§ **Directions**:
Pick out each line of the records that includes the string "highway", and copy it.

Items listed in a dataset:
══════
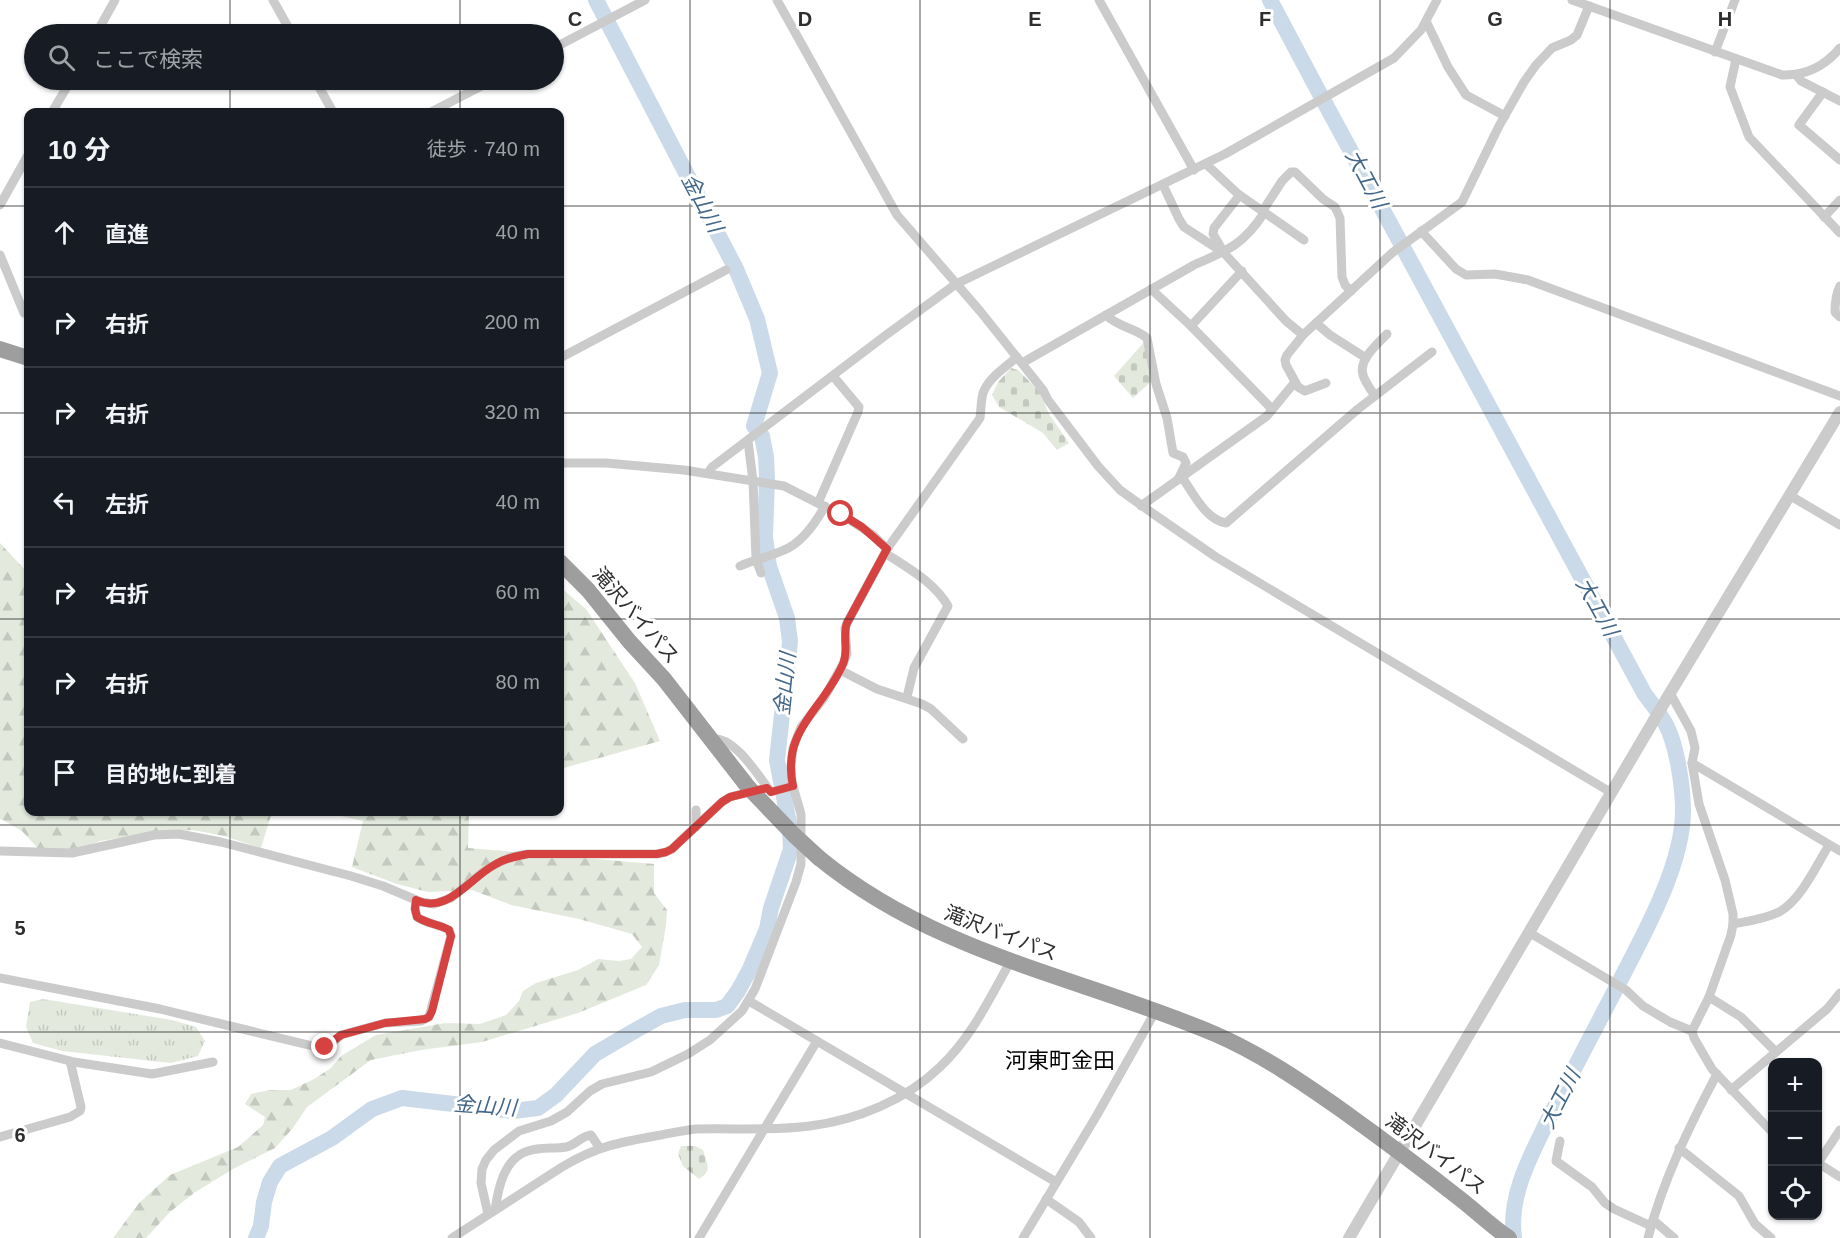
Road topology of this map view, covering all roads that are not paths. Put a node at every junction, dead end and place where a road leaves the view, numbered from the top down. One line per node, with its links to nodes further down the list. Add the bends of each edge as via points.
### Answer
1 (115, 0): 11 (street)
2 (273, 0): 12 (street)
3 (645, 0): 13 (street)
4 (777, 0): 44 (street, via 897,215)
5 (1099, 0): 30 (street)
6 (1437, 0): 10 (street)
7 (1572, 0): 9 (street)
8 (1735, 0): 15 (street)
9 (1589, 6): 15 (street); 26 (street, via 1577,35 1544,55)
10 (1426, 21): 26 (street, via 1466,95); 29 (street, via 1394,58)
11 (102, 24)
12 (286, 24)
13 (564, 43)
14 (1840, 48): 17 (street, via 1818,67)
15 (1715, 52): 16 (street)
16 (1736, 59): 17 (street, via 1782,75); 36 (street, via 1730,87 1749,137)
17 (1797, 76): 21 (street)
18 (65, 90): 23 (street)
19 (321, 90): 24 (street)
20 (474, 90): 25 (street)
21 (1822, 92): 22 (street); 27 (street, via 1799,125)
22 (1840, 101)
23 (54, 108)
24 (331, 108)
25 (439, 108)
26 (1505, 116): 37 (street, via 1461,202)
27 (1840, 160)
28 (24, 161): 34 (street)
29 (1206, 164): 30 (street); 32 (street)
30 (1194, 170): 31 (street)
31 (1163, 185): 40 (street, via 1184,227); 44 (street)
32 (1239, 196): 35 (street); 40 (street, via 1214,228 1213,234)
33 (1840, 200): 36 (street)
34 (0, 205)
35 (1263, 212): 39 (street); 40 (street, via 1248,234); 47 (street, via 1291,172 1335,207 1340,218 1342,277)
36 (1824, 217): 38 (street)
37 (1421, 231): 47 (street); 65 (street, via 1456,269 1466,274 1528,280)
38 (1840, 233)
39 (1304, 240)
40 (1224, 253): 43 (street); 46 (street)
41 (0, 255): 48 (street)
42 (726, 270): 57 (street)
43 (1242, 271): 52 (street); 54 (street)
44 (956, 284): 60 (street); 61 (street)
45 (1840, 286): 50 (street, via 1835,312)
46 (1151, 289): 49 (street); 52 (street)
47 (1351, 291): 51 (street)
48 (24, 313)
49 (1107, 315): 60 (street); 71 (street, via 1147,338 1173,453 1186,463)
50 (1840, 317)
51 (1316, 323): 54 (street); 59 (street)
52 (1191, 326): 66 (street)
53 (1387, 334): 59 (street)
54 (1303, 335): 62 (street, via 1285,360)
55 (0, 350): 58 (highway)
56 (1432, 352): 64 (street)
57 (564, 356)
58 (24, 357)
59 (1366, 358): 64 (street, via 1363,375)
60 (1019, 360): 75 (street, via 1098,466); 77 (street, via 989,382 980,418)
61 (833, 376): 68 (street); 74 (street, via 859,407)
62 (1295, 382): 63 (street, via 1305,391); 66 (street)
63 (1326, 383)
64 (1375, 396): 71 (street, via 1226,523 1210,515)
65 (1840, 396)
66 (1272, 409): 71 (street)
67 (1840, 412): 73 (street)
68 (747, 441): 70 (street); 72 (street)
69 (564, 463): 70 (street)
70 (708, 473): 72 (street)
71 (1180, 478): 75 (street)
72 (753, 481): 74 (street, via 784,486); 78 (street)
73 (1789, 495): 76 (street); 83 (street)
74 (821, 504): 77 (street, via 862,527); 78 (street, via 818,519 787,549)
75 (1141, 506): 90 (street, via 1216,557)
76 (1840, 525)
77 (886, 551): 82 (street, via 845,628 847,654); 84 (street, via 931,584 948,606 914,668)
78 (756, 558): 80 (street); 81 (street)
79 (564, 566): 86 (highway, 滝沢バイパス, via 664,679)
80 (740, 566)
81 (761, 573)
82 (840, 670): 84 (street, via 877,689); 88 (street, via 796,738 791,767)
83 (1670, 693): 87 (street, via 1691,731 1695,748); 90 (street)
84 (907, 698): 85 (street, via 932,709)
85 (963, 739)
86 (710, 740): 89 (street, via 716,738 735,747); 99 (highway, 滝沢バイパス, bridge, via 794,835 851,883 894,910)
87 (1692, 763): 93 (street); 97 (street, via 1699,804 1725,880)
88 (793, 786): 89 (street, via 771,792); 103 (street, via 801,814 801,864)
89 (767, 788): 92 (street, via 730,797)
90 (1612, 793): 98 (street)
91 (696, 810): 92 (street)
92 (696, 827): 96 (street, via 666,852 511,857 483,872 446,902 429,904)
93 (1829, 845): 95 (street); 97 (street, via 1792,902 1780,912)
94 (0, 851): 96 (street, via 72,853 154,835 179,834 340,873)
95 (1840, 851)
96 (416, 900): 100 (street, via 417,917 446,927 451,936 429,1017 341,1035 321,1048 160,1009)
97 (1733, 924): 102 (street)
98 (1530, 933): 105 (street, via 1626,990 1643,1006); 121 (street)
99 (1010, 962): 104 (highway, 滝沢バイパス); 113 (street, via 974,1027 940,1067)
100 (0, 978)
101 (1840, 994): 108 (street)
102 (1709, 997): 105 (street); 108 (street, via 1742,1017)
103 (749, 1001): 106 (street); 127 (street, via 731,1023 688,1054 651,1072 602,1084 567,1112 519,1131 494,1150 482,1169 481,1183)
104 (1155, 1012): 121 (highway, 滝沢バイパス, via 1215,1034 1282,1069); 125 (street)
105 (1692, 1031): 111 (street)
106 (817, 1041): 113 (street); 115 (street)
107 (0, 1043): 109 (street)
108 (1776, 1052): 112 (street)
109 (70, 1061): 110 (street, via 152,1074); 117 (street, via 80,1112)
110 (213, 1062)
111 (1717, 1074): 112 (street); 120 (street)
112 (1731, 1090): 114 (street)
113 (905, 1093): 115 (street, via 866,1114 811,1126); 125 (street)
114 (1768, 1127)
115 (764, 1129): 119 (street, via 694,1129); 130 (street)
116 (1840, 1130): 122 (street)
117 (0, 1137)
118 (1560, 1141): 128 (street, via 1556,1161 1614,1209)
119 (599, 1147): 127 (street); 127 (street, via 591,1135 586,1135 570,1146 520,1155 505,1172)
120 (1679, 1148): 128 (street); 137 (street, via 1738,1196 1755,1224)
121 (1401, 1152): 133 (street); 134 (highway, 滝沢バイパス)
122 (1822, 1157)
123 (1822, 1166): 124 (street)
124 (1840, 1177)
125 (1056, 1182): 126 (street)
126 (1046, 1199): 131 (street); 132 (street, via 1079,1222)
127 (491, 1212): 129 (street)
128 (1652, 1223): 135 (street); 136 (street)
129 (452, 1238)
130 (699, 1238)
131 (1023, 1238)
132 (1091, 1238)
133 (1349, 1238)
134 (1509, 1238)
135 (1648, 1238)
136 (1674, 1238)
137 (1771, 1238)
══════
§ **Solution to this exercise**:
55 (0, 350): 58 (highway)
79 (564, 566): 86 (highway, 滝沢バイパス, via 664,679)
86 (710, 740): 89 (street, via 716,738 735,747); 99 (highway, 滝沢バイパス, bridge, via 794,835 851,883 894,910)
99 (1010, 962): 104 (highway, 滝沢バイパス); 113 (street, via 974,1027 940,1067)
104 (1155, 1012): 121 (highway, 滝沢バイパス, via 1215,1034 1282,1069); 125 (street)
121 (1401, 1152): 133 (street); 134 (highway, 滝沢バイパス)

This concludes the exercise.